Ichthysosis (dry scaly skin)

What is ichthyosis?
Ichthyosis is a collective name for a number of congenital skin conditions, characteristically involving dry and scaly skin with thickening of the stratum corneum. The name comes from the Greek word "ichthys," meaning fish, because the rough skin of someone with ichthyosis bears some resemblance to that of a fish.

The main forms of ichthyosis are:

- Ichthyosis vulgaris
- X-linked (= sex-linked) recessive ichthyosis
- Lamellar ichthyosis
- Congenital bullous ichthyosiform erythroderma

How does ichthyosis occur?
The imbalance between the production of new skin cells and the exfoliation of dead skin cells is driven by hereditary material, including genes. In ichthyosis, these genes show abnormalities, resulting in a congenital disorder.
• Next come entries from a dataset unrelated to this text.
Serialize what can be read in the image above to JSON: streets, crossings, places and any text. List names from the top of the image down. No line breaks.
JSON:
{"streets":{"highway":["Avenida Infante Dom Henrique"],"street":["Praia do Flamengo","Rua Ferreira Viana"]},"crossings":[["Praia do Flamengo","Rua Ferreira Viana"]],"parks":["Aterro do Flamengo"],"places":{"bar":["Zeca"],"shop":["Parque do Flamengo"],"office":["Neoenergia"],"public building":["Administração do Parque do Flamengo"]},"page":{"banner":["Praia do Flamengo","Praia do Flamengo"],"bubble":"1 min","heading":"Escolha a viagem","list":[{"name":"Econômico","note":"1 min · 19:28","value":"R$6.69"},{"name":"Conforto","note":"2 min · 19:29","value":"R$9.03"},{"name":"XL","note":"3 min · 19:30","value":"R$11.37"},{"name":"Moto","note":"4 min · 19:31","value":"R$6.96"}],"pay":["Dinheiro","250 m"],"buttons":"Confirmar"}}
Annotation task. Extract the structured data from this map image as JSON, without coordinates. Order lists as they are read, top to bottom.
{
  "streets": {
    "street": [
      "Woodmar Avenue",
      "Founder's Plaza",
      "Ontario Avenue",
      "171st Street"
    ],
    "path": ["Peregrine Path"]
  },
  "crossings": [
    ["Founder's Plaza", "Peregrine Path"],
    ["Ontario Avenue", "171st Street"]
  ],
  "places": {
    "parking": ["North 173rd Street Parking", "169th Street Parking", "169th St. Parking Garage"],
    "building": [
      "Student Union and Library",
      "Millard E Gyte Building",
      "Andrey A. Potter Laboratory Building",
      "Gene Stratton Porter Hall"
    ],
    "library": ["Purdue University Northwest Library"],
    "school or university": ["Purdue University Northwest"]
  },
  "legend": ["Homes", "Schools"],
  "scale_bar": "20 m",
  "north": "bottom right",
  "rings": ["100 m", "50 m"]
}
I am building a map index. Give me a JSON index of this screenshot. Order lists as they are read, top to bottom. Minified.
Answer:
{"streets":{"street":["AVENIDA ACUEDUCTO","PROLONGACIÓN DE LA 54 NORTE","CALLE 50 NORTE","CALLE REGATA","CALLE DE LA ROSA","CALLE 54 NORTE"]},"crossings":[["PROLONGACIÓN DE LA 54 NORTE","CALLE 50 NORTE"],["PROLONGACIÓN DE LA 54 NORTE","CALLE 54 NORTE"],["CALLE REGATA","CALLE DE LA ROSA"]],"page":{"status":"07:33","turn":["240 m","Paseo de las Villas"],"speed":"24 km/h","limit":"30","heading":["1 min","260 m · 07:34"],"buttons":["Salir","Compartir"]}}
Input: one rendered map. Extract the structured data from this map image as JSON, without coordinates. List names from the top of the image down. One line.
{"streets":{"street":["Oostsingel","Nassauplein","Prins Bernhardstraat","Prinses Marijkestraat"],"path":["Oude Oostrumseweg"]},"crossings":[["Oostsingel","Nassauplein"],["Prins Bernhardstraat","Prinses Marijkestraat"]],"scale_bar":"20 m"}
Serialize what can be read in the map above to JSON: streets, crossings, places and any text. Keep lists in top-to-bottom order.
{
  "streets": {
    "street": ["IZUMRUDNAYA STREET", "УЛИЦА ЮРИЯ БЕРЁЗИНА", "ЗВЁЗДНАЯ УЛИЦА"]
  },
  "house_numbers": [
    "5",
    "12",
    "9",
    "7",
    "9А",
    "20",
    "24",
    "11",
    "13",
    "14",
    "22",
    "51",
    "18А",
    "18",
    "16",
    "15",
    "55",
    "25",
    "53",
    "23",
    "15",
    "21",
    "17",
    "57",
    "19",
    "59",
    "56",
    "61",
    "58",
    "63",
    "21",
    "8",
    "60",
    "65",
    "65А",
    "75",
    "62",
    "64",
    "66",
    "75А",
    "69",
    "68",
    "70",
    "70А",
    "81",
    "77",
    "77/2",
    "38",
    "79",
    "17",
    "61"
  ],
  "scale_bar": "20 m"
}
Ichthyosis vulgaris is the most common form, missing a specific enzyme (profilaggrin) that is essential for normal cornification. This is due to an abnormal gene that is inherited autosomal-dominantly, meaning that about half of the children of someone with this condition will also suffer from ichthyosis.

X-linked recessive ichthyosis occurs only in boys and men, the cause being the absence of an enzyme (steroid sulfatase) on the X chromosome.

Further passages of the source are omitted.